EXERCISE INPUTS:
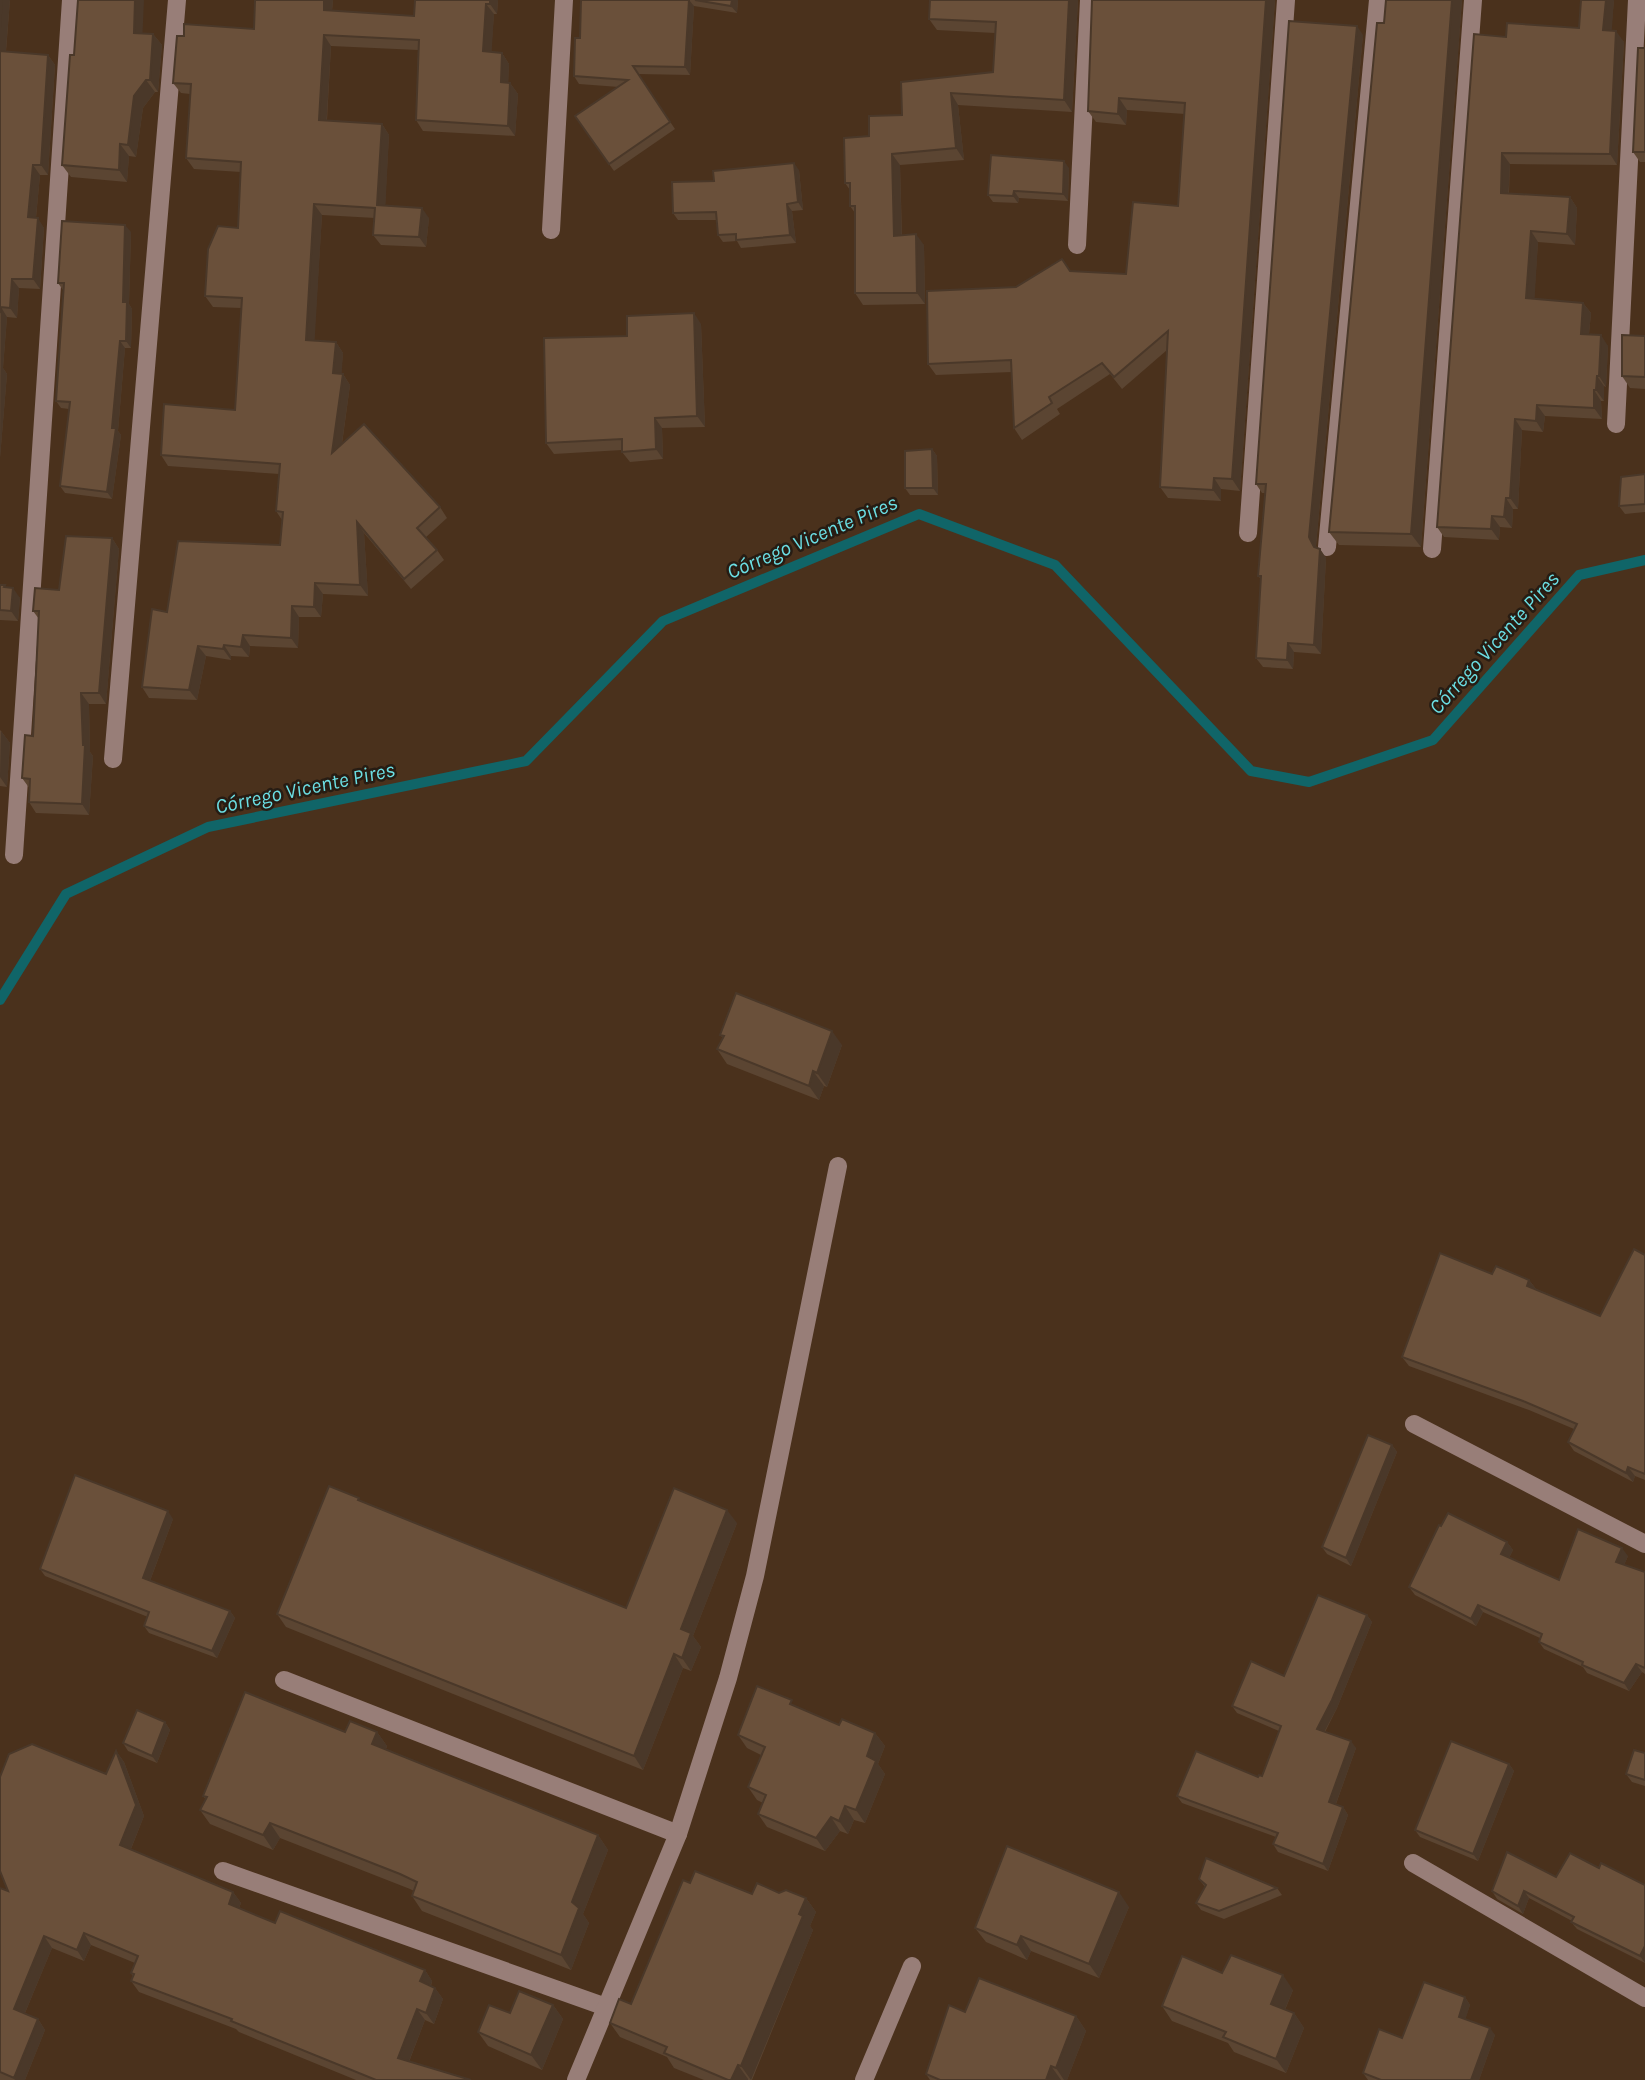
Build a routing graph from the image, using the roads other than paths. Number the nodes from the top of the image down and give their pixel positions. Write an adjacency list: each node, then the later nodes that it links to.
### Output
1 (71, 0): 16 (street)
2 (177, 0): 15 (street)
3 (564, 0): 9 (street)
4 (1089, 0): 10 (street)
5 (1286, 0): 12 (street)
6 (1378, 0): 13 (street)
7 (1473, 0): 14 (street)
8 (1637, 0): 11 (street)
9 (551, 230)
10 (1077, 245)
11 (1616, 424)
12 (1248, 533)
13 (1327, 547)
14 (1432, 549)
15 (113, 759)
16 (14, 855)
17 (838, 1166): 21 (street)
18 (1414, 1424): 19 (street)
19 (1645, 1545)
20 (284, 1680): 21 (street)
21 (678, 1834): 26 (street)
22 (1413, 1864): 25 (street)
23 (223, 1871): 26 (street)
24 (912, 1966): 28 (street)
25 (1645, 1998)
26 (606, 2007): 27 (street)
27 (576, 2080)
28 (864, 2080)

WHAT YOU SHOULD DO:
Your copy must match the records above exactly, apart from the pictures, which are excluded.

RESPONSE TO THE EXERCISE:
Build a routing graph from the image, using the roads other than paths. Number the nodes from the top of the image down and give their pixel positions. Write an adjacency list: each node, then the later nodes that it links to.
### Output
1 (71, 0): 16 (street)
2 (177, 0): 15 (street)
3 (564, 0): 9 (street)
4 (1089, 0): 10 (street)
5 (1286, 0): 12 (street)
6 (1378, 0): 13 (street)
7 (1473, 0): 14 (street)
8 (1637, 0): 11 (street)
9 (551, 230)
10 (1077, 245)
11 (1616, 424)
12 (1248, 533)
13 (1327, 547)
14 (1432, 549)
15 (113, 759)
16 (14, 855)
17 (838, 1166): 21 (street)
18 (1414, 1424): 19 (street)
19 (1645, 1545)
20 (284, 1680): 21 (street)
21 (678, 1834): 26 (street)
22 (1413, 1864): 25 (street)
23 (223, 1871): 26 (street)
24 (912, 1966): 28 (street)
25 (1645, 1998)
26 (606, 2007): 27 (street)
27 (576, 2080)
28 (864, 2080)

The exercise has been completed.